Le premier compartiment au sein de la banque est le conseil des directeurs, fondé par les huit banques centrales européennes (Angleterre, Suisse, Allemagne, Italie, France, Belgique, Suède et les Pays-Bas), qui se réunit le mardi matin de chaque week-end de Bâle. Le conseil se réunit aussi deux fois par an à Bâle avec les banques centrales d’autres nations.

Il offre un dispositif formel pour négocier avec des gouvernements européens et des bureaucraties internationales comme le FMI ou la Communauté économique européenne (le Marché commun). Le conseil définit les règles et les territoires des banques centrales, afin de dissuader les gouvernements de toute ingérence dans leur domaine. Par exemple, il y a de cela quelques années, lorsque l’Organisation de coopération et de développement économique, à Paris, a désigné un modeste comité pour étudier l’adéquation des réserves des banques, les banquiers centraux ont considéré cela comme un braconnage visant leur pré carré monétaire et ont sollicité l’appui du conseil de la BRI. Celle-ci a donc constitué un comité de haut-vol sous l’égide du Contrôle bancaire de la Banque d’Angleterre afin d’anticiper le problème. L’OCDE a reçu le message et a renoncé à son comité.

Pour faire face au monde dans sa globalité, il existe un autre compartiment de casse-tête chinois appelé le Groupe des dix, ou simplement G10. En réalité, il comprend onze membres à plein-temps, représentant les huit banques centrales européennes, la Fed, la Banque du Canada et la Banque du Japon. Il comprend également un membre non-officiel: le gouverneur de l’Agence monétaire saoudienne. Ce puissant groupe, qui contrôle la plus grande part de l’argent transférable dans le monde, se réunit à l’occasion de grandes sessions le lundi après-midi lors du week-end de Bâle.
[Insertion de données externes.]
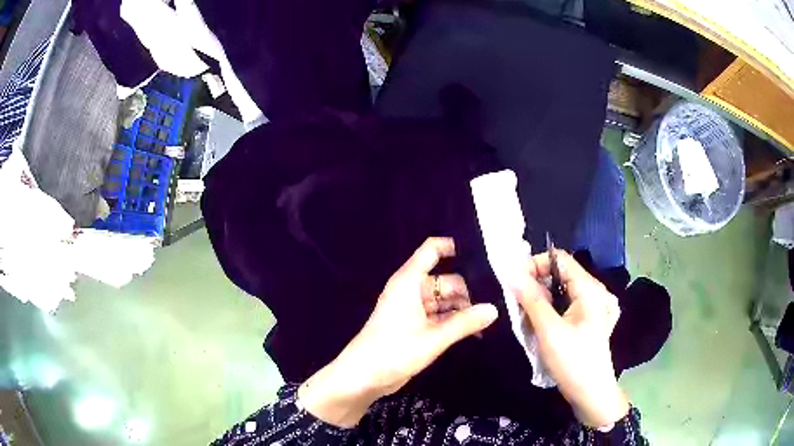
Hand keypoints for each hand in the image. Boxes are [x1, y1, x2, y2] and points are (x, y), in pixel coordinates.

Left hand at [299, 237, 498, 426]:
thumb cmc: (395, 351)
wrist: (363, 377)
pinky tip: (475, 332)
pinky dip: (454, 322)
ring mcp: (412, 309)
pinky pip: (439, 317)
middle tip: (496, 302)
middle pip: (445, 280)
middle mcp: (411, 290)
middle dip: (467, 291)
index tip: (482, 256)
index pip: (431, 250)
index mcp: (409, 281)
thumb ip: (465, 323)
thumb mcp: (434, 337)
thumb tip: (494, 309)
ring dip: (463, 309)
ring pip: (444, 301)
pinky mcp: (414, 327)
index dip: (453, 247)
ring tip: (489, 320)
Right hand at [509, 250, 628, 427]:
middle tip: (517, 304)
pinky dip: (550, 309)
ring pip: (561, 290)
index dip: (535, 264)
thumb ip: (531, 299)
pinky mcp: (588, 319)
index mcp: (589, 289)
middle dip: (536, 285)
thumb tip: (511, 272)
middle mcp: (594, 291)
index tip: (514, 283)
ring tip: (526, 317)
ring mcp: (593, 306)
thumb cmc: (573, 362)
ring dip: (540, 299)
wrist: (591, 393)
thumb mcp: (549, 331)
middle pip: (560, 274)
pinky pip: (565, 304)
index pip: (559, 259)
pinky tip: (540, 325)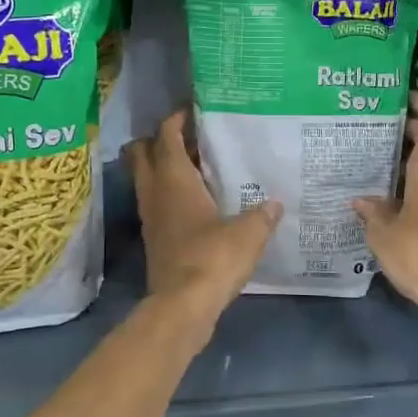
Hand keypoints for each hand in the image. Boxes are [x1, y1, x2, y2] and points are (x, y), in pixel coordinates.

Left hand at [127, 111, 280, 340]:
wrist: (182, 306)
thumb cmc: (212, 258)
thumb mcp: (248, 233)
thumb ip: (262, 215)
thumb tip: (275, 203)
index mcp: (174, 179)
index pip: (166, 136)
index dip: (175, 119)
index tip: (191, 110)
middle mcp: (155, 192)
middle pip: (142, 153)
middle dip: (158, 140)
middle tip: (189, 137)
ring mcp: (151, 217)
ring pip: (147, 180)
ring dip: (163, 168)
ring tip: (197, 167)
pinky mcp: (154, 239)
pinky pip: (157, 204)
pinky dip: (169, 195)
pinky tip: (197, 203)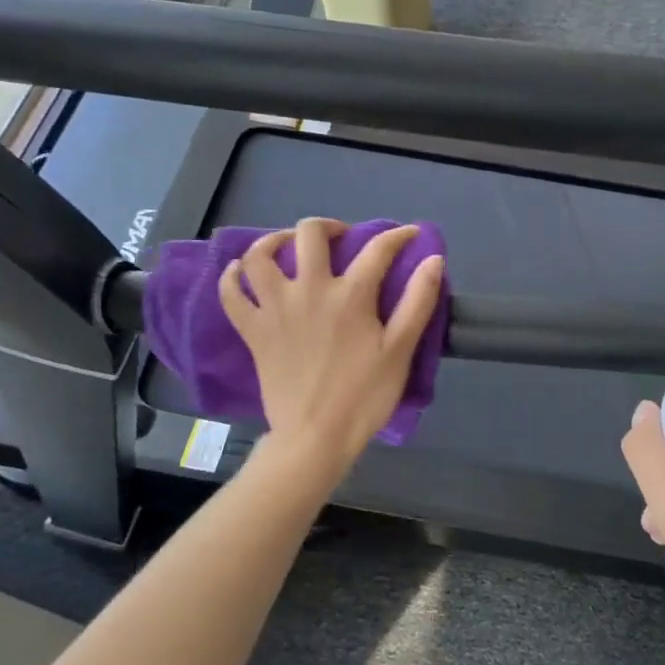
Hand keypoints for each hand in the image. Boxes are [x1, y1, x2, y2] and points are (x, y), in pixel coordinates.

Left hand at [219, 218, 444, 463]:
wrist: (315, 437)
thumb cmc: (364, 397)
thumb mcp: (400, 351)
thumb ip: (418, 301)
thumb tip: (433, 259)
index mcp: (351, 295)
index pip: (378, 249)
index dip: (397, 236)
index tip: (408, 234)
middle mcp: (309, 290)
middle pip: (310, 234)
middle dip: (329, 227)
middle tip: (341, 239)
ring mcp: (275, 309)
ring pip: (260, 256)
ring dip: (274, 240)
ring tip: (288, 246)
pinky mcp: (253, 331)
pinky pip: (231, 295)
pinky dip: (232, 277)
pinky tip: (240, 271)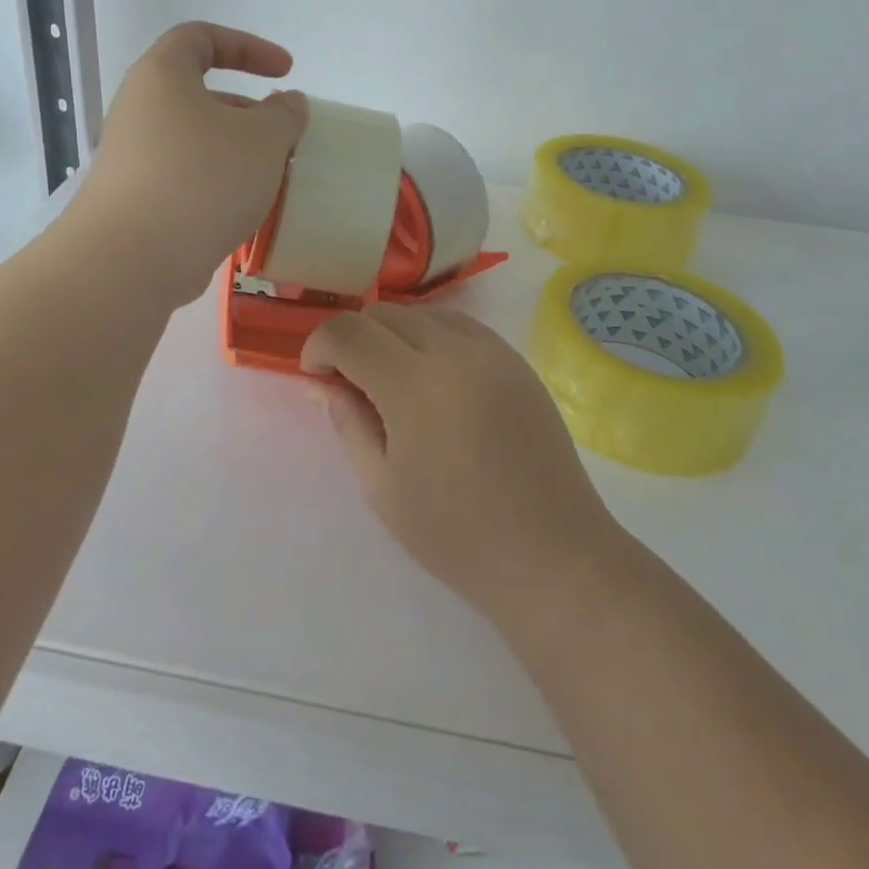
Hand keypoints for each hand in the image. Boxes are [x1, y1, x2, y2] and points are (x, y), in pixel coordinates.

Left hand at [75, 22, 307, 304]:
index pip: (200, 37)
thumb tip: (288, 102)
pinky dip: (216, 185)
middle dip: (248, 112)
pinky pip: (184, 179)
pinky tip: (242, 213)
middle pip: (199, 96)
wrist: (131, 260)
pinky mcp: (134, 201)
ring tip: (271, 180)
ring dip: (235, 154)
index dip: (248, 46)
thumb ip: (284, 114)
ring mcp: (132, 158)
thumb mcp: (262, 139)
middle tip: (283, 138)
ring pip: (194, 142)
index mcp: (162, 76)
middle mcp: (139, 110)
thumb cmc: (201, 180)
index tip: (285, 71)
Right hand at [301, 304, 622, 626]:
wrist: (552, 555)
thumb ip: (348, 422)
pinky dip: (432, 337)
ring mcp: (492, 351)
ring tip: (393, 381)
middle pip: (384, 313)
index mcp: (414, 384)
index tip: (316, 376)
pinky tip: (434, 380)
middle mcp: (454, 351)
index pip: (348, 332)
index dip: (319, 346)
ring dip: (393, 334)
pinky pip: (460, 326)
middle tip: (351, 383)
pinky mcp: (516, 360)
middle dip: (354, 338)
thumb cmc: (457, 535)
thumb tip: (320, 383)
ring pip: (423, 313)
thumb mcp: (382, 487)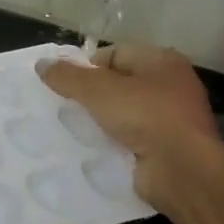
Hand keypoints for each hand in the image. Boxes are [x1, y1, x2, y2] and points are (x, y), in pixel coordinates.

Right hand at [38, 44, 223, 214]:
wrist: (182, 170)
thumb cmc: (145, 116)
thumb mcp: (98, 90)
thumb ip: (68, 76)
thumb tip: (41, 64)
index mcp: (162, 62)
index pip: (116, 53)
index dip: (88, 66)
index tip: (66, 85)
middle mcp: (171, 86)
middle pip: (119, 84)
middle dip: (91, 95)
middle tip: (65, 107)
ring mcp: (171, 119)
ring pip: (123, 113)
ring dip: (100, 121)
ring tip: (74, 129)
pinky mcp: (166, 148)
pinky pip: (130, 139)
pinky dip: (112, 142)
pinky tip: (93, 149)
C’est là que des questions politiques plus larges telles que les taux d’intérêts, la croissance de l’offre monétaire, la stimulation économique (ou son arrêt) et les taux de devises sont débattus, s’ils ne sont pas toujours résolus.

Directement sous le G10, et répondant à tous ses besoins spécifiques, se trouve une petite unité appelée le Département du développement monétaire et économique qui est, dans les faits, son groupe de réflexion privé. La tête de cette unité, l’économiste belge Alexandre Larnfallussy, siège dans toutes les réunions du G10, puis assigne la demi-douzaine d’économistes constituant son équipe aux recherches et aux analyses adéquates. Cette unité produit également des analyses économiques, à l’occasion, qui sont fournies aux banquiers centraux de Singapour à Rio de Janeiro, quand bien même ils ne sont pas membres de la BRI, comme une méthode opportune pour se coordonner. Par exemple, un récent papier intitulé Les règles face à la discrétion: un essai sur la politique monétaire dans un environnement inflationniste, déboulonna courtoisement le dogme Milton Friedmanesque et suggéra une forme plus pragmatique de monétarisme. Et en mai dernier, juste avant la conférence du sommet de Williamsburg, l’unité réalisa un livre bleu au sujet des interventions sur le marché des changes par les banques centrales, qui établit les limites et les circonstances pour de telles actions. Lorsqu’il y a des désaccords internes, ces livres bleus peuvent exprimer des positions sensiblement contradictoires soutenues par tels ou tels membres de la BRI, mais généralement ils reflètent le consensus du G10.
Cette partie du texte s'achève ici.